Australia has gained two places in an international ranking of 63 economies’ digital competitiveness, moving to 13 in the world.
CEDA CEO Melinda Cilento said for the digital competitiveness ranking, countries are rated on three core areas, knowledge, technology and future readiness, with three subsets ranked under each of these.
“Australia has improved in all three core areas of the ranking which is very promising,” she said.
“Rapid technological changes are shifting opportunities in the global economy, this is an area where Australia must remain competitive if we are to maintain our strong economy and living standards.
“In 2014 and 2015 we were ranked 10 and nine respectively, before falling to 14 in 2016 and 15 in 2017. It is good we are again heading in the right direction.”
Ms Cilento said the subfactors where we have the strongest results were for talent (8) and adaptive attitudes (2).

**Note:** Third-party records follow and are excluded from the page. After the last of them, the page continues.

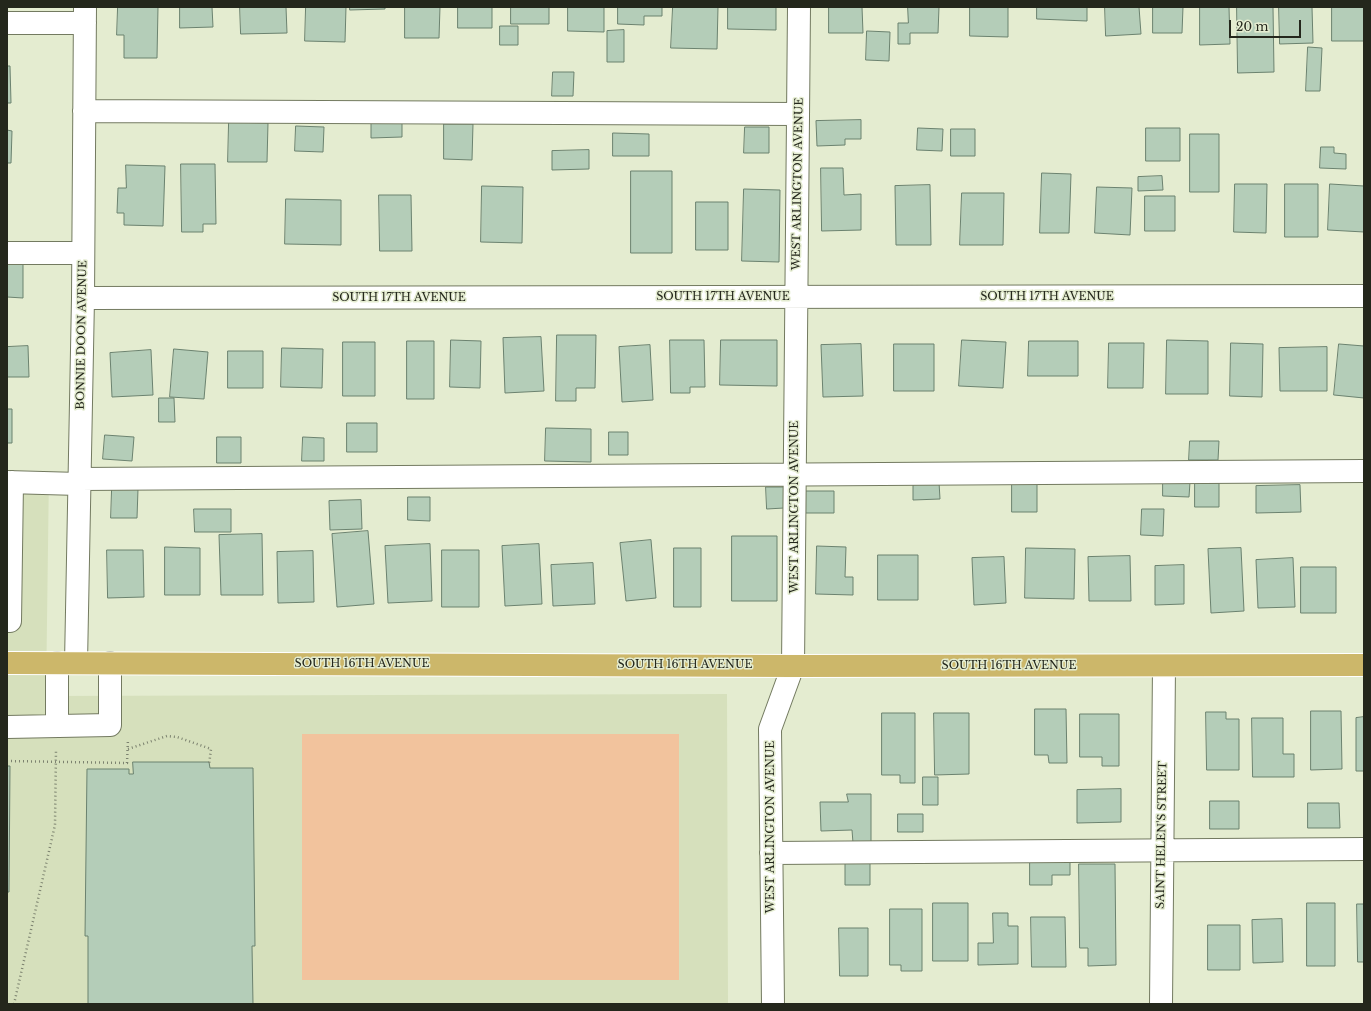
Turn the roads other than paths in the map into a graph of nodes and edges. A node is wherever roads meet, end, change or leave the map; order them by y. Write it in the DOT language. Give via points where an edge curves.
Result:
graph roads {
  1 [pos="799,7"];
  2 [pos="85,15"];
  3 [pos="7,23"];
  4 [pos="84,111"];
  5 [pos="798,114"];
  6 [pos="7,253"];
  7 [pos="83,253"];
  8 [pos="1364,296"];
  9 [pos="797,297"];
  10 [pos="82,298"];
  11 [pos="1364,471"];
  12 [pos="795,473"];
  13 [pos="79,481"];
  14 [pos="9,482"];
  15 [pos="7,621"];
  16 [pos="7,663"];
  17 [pos="66,663"];
  18 [pos="110,663"];
  19 [pos="1364,665"];
  20 [pos="793,666"];
  21 [pos="1164,666"];
  22 [pos="7,726"];
  23 [pos="57,726"];
  24 [pos="1364,849"];
  25 [pos="1162,850"];
  26 [pos="771,853"];
  27 [pos="773,1004"];
  28 [pos="1161,1004"];
  1 -- 5 [label="street, WEST ARLINGTON AVENUE"];
  2 -- 3 [label="street"];
  2 -- 4 [label="street, BONNIE DOON AVENUE"];
  4 -- 5 [label="street"];
  4 -- 7 [label="street, BONNIE DOON AVENUE"];
  5 -- 9 [label="street, WEST ARLINGTON AVENUE"];
  6 -- 7 [label="street"];
  7 -- 10 [label="street, BONNIE DOON AVENUE"];
  8 -- 9 [label="street, SOUTH 17TH AVENUE"];
  9 -- 10 [label="street, SOUTH 17TH AVENUE"];
  9 -- 12 [label="street, WEST ARLINGTON AVENUE"];
  10 -- 13 [label="street, BONNIE DOON AVENUE"];
  11 -- 12 [label="street"];
  12 -- 13 [label="street"];
  12 -- 20 [label="street, WEST ARLINGTON AVENUE"];
  13 -- 14 [label="street"];
  13 -- 17 [label="street, BONNIE DOON AVENUE"];
  14 -- 15 [label="street" via="10,621"];
  16 -- 17 [label="main road, SOUTH 16TH AVENUE"];
  17 -- 18 [label="main road, SOUTH 16TH AVENUE"];
  17 -- 23 [label="street, BONNIE DOON AVENUE"];
  18 -- 20 [label="main road, SOUTH 16TH AVENUE"];
  18 -- 23 [label="street" via="110,725"];
  19 -- 21 [label="main road, SOUTH 16TH AVENUE"];
  20 -- 21 [label="main road, SOUTH 16TH AVENUE"];
  20 -- 26 [label="street, WEST ARLINGTON AVENUE" via="770,729"];
  21 -- 25 [label="street, SAINT HELEN'S STREET"];
  22 -- 23 [label="street"];
  24 -- 25 [label="street"];
  25 -- 26 [label="street"];
  25 -- 28 [label="street, SAINT HELEN'S STREET"];
  26 -- 27 [label="street, WEST ARLINGTON AVENUE"];
}
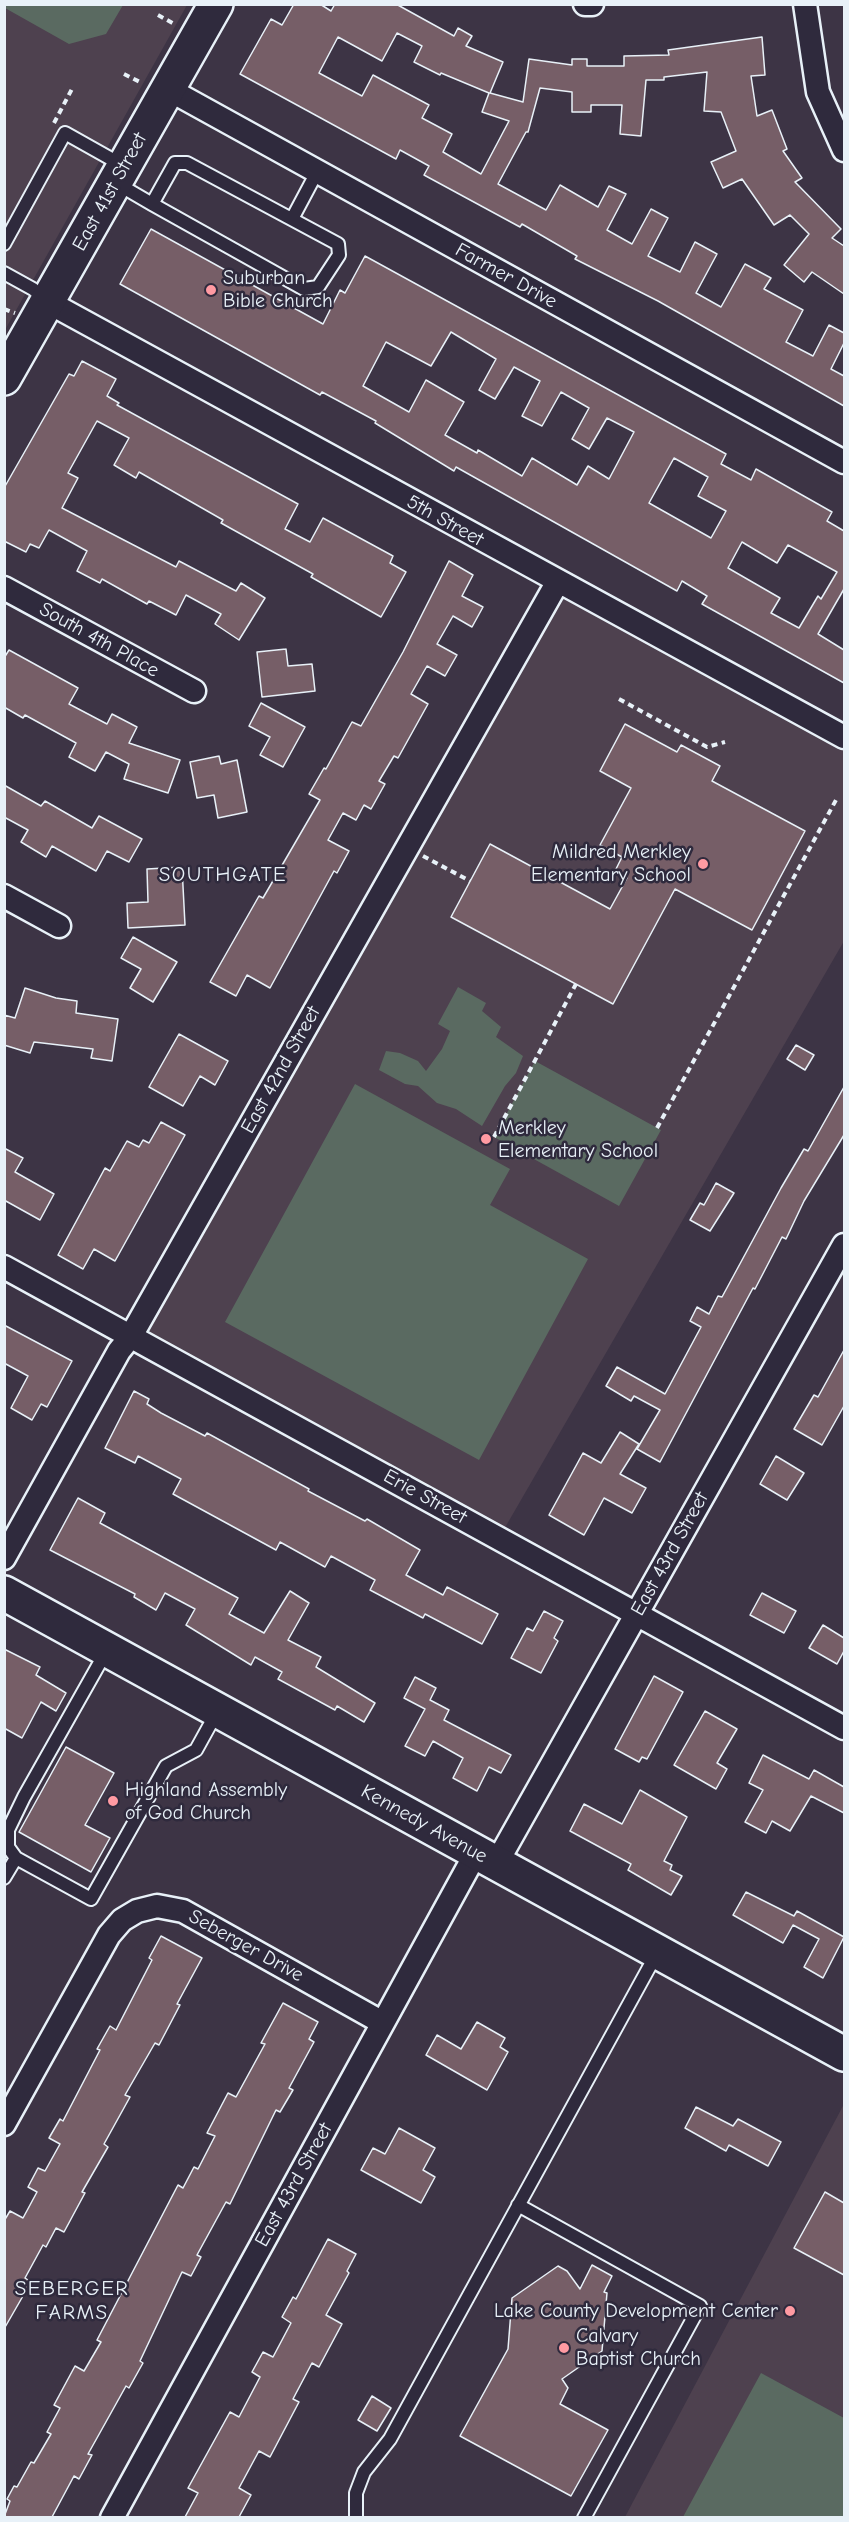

“Our weakest rankings were for business agility (28) and training and education (32),” she said.
“These are both areas where we will need to focus our attention and actions. We need to ensure we are training and retraining our workforce with the right skillsets for the future.
“Equally, business needs to be ready and able to utilise those skillsets and ensure they are well placed to compete globally.”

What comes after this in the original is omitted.